I. Costelian : En outre, il faut souligner que le roumain, seule langue latine de l’Europe de l’Est, a joué un rôle important dans cette affirmation de l’européanité du pays.

Question : La notion d’identité européen a forcément changé avec le passage de 15 à 27 membres. Dans quelle mesure l’Europe de l’Ouest a-t-elle pris la mesure dette modification et l’identité européenne ne reste-t-elle pas une notion qui s’applique à l’UE-15 ?

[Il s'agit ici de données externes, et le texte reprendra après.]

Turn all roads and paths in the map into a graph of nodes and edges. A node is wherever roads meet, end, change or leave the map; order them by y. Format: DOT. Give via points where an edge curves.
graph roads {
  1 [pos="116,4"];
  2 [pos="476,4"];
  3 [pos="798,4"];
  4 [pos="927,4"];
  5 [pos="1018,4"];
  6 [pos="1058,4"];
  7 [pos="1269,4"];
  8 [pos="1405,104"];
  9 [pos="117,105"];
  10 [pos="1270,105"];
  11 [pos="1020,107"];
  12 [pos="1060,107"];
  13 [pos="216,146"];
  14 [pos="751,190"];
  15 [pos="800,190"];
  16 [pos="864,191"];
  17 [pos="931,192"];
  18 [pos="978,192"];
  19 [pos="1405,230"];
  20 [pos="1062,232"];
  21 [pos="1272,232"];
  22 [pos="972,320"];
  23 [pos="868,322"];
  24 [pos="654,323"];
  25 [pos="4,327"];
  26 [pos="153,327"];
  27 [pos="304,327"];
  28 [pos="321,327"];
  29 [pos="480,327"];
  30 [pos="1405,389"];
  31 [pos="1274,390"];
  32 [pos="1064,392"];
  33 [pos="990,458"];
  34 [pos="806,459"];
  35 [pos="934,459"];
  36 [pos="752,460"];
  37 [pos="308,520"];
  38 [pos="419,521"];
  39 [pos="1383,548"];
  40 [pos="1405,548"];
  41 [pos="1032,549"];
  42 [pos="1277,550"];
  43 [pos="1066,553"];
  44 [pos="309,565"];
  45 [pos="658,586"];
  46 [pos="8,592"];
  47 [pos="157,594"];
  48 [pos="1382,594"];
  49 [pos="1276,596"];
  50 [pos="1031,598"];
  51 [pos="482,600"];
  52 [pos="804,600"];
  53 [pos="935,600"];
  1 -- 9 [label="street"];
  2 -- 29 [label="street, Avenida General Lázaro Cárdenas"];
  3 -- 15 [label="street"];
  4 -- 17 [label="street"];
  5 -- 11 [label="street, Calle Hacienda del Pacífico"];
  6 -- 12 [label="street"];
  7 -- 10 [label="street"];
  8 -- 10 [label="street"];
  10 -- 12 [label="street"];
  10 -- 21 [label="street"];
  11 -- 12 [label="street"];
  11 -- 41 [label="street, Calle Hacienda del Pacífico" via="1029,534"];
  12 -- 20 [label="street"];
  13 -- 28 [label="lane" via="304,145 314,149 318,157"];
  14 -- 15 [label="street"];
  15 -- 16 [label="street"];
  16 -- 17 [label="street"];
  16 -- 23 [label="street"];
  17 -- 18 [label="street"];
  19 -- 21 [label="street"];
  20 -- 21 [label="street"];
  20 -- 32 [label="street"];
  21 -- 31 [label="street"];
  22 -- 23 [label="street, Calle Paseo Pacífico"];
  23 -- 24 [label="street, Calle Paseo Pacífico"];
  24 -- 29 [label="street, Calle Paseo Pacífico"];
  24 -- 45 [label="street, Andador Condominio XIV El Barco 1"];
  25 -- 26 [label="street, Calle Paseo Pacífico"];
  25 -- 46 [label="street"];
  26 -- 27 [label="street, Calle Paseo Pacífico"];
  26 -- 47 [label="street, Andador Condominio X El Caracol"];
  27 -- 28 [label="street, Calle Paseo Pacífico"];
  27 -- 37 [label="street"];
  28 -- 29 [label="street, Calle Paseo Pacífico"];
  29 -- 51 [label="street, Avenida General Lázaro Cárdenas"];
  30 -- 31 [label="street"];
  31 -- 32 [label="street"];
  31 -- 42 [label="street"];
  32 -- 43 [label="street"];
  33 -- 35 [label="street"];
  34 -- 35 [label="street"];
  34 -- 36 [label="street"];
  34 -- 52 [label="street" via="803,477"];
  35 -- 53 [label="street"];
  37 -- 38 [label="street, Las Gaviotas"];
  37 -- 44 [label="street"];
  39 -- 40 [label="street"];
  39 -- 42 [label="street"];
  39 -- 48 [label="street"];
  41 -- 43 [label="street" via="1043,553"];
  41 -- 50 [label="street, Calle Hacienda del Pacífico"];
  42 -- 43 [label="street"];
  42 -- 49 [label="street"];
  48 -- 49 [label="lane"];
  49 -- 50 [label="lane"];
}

V. Henry : Pour les pays d’Europe centrale et orientale, la notion d’identité européenne est importante. C’est même un aspect essentiel de l’appartenance à l’UE pour eux. L’entrée de la Roumanie dans l’UE a été une fête, de même que la suppression des visas pour les citoyens d’Albanie par exemple. Le risque serait d’arriver à une posture anti-UE (pour le moment, ils n’ont pas de sentiment anti-UE, même si on y entend parfois l’expression de ce sentiment). Ces pays perçoivent tous leurs dysfonctionnements comme autant de manifestations d’aspects considérés comme non européens.
I. Costelian : La Russie, pour ces pays, marque la frontière, le rejet. Mais il est vrai que le sentiment anti-occidental (plus qu’anti-européen) existe. Les Roms aussi se sentent Européens. On le trouve dans des expressions telles que « Vous, en Occident ! ». Mais, vu de Roumanie, l’identité européenne, on l’a déjà, elle est là !
S. Tournon : C’est une question d’Européens intégrés ! Les Européens non intégrés réfléchissent différemment et se positionnent par rapport à la Russie.
C. Bayou : La notion d’identité européenne paraît tout à fait opératoire dans les nouveaux Etats membres. Si on prend, par exemple, le cas des Etats baltes, lors de l’adhésion en 2004 ils ont posé la question de ce qu’ils allaient apporter à l’UE. Vaira Vike-Freiberga, alors Présidente de la Lettonie, a formulé une réponse très claire à cette interrogation, estimant que l’adhésion de son pays allait permettre à l’Union de retrouver en quelque sorte son identité véritable. Il y avait là l’idée que les Baltes allaient «réveiller» l’UE, lui apporter un nouveau dynamisme. Aujourd’hui, ces pays connaissent une certaine désilussion quant aux acquis communautaires et leurs critiques se concentrent sur la bureaucratie mais l’idée, historique et philosophique, d’identité européenne, est toujours très vivace.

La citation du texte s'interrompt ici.